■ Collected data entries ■
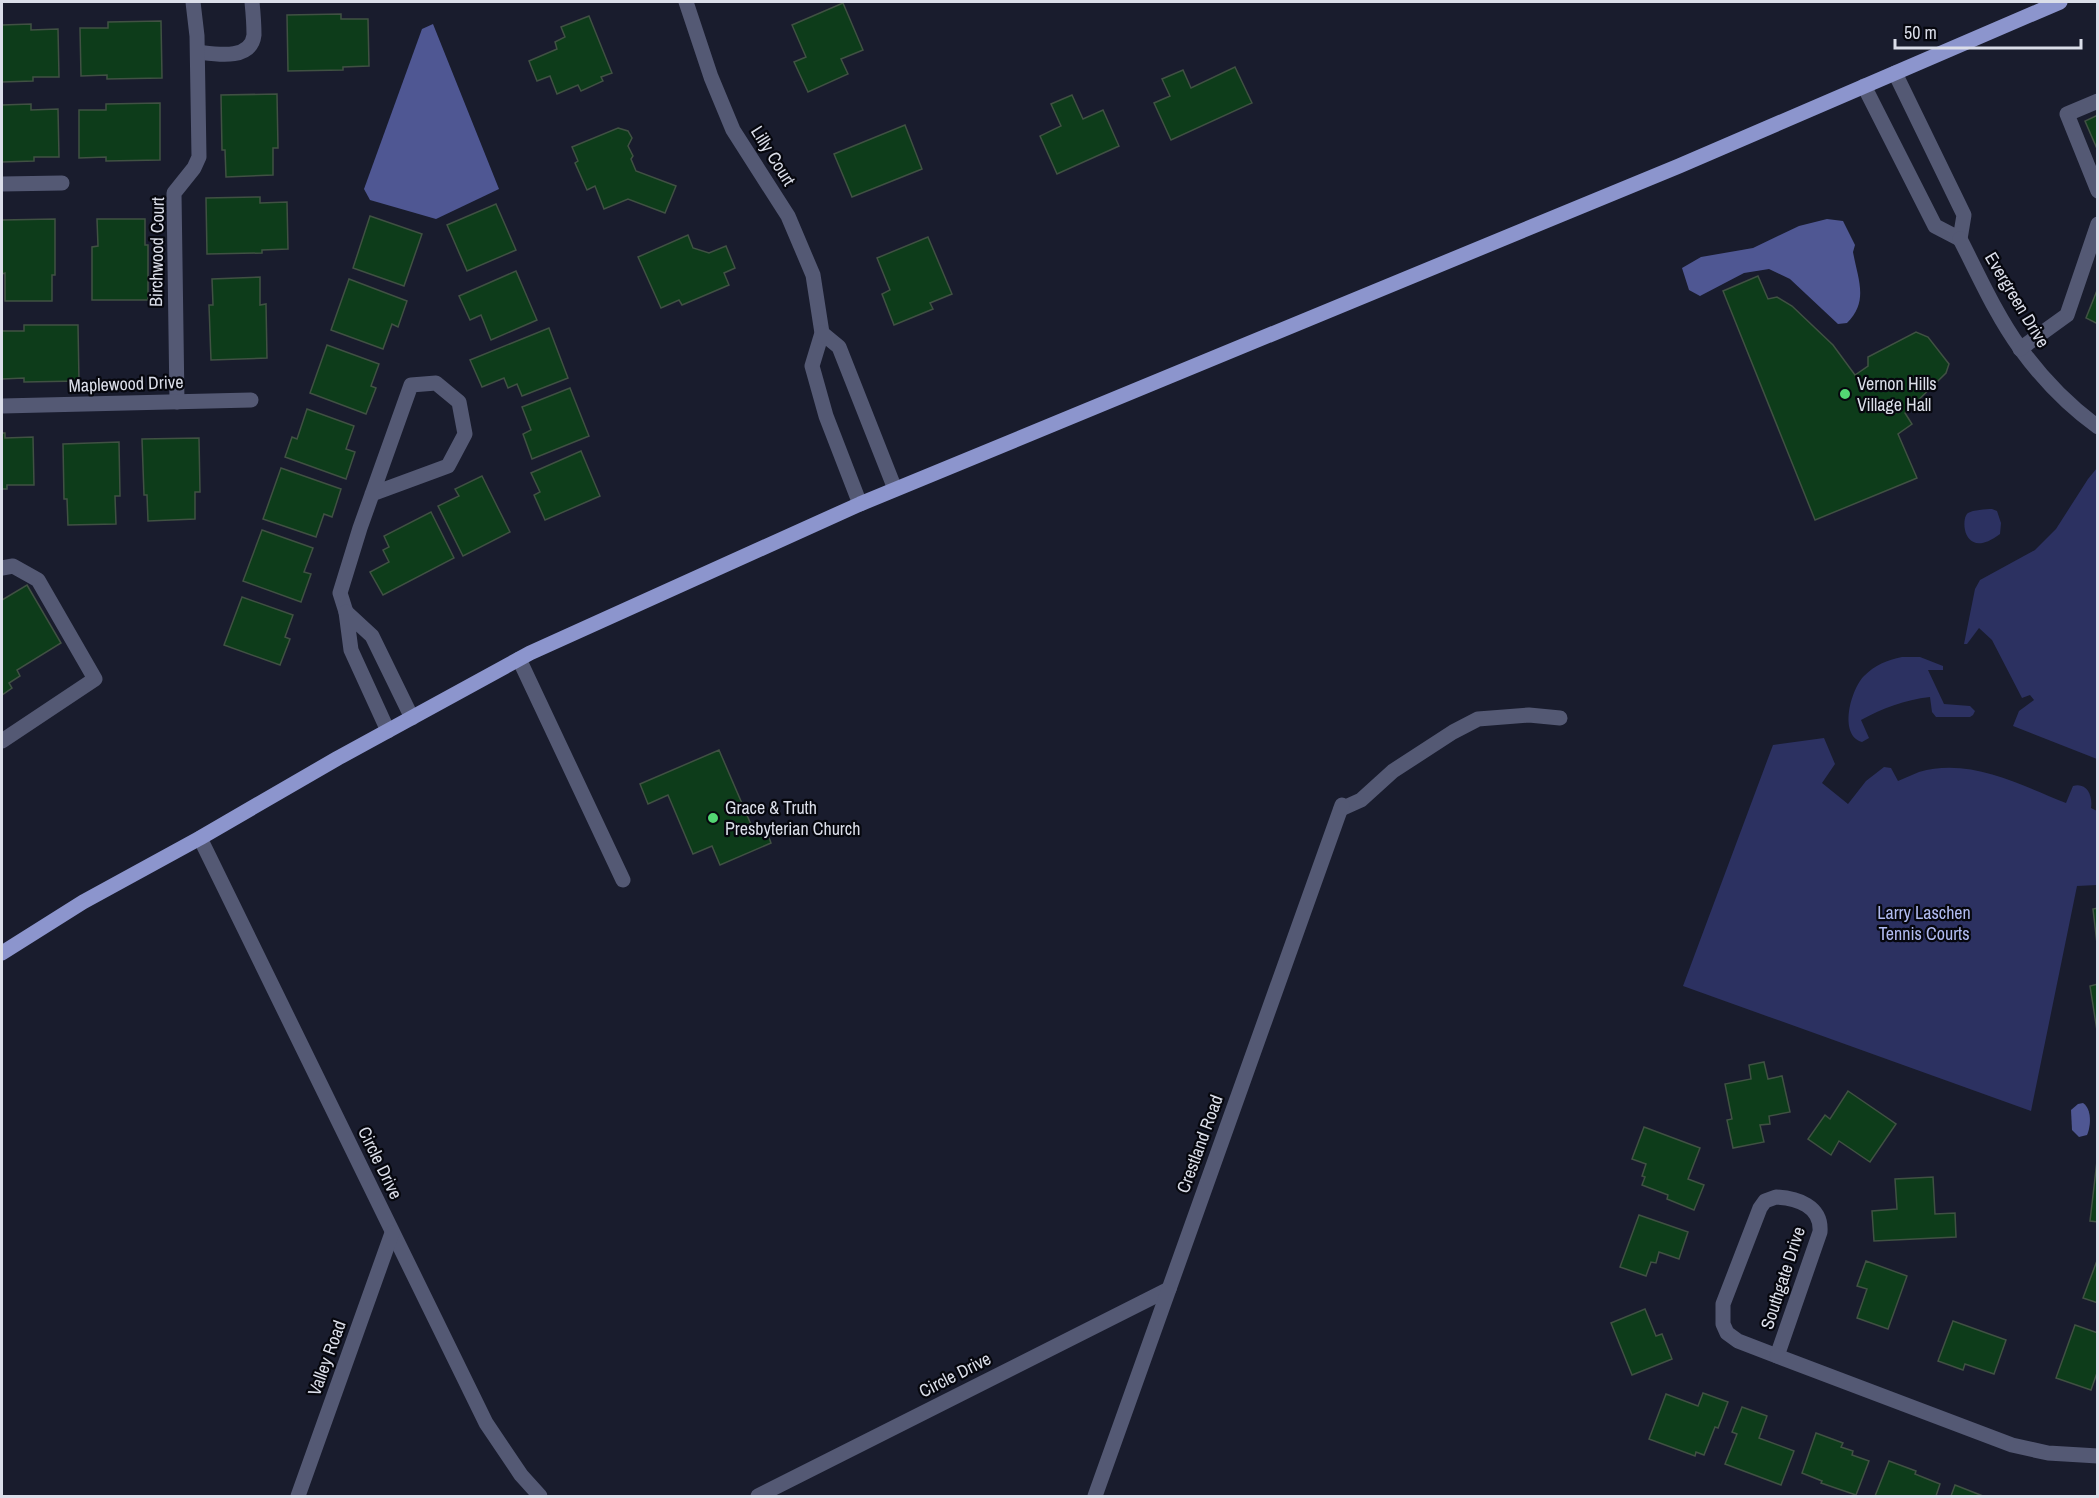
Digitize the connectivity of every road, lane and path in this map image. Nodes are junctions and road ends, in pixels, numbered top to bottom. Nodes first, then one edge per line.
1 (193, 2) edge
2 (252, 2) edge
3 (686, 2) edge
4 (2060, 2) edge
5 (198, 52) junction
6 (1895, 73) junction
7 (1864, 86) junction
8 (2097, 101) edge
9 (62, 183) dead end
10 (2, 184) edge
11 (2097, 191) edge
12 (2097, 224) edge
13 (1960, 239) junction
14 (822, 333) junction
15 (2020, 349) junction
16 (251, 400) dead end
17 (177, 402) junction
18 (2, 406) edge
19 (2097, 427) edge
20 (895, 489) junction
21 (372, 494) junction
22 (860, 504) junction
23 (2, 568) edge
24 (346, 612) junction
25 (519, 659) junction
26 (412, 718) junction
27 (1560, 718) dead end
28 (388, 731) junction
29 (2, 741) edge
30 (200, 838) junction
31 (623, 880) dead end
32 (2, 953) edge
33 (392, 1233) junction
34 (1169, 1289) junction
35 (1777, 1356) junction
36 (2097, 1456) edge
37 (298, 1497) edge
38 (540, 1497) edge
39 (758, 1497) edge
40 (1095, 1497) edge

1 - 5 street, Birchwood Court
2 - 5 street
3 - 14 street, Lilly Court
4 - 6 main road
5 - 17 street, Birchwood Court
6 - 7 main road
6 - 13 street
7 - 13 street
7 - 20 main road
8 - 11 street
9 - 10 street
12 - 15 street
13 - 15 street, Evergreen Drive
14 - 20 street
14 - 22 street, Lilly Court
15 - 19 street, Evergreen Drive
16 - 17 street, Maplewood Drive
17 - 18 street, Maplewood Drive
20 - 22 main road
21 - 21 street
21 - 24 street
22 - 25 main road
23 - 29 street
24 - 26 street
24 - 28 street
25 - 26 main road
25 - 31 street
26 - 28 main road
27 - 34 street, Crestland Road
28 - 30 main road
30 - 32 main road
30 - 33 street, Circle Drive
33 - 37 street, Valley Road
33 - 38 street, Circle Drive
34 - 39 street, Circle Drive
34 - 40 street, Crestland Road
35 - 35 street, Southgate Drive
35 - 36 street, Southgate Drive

■ REQUIRED WORK ■
Read through the entries and copy each line in which "Birchwood" appears.

■ RESPONSE TO THIS TASK ■
1 - 5 street, Birchwood Court
5 - 17 street, Birchwood Court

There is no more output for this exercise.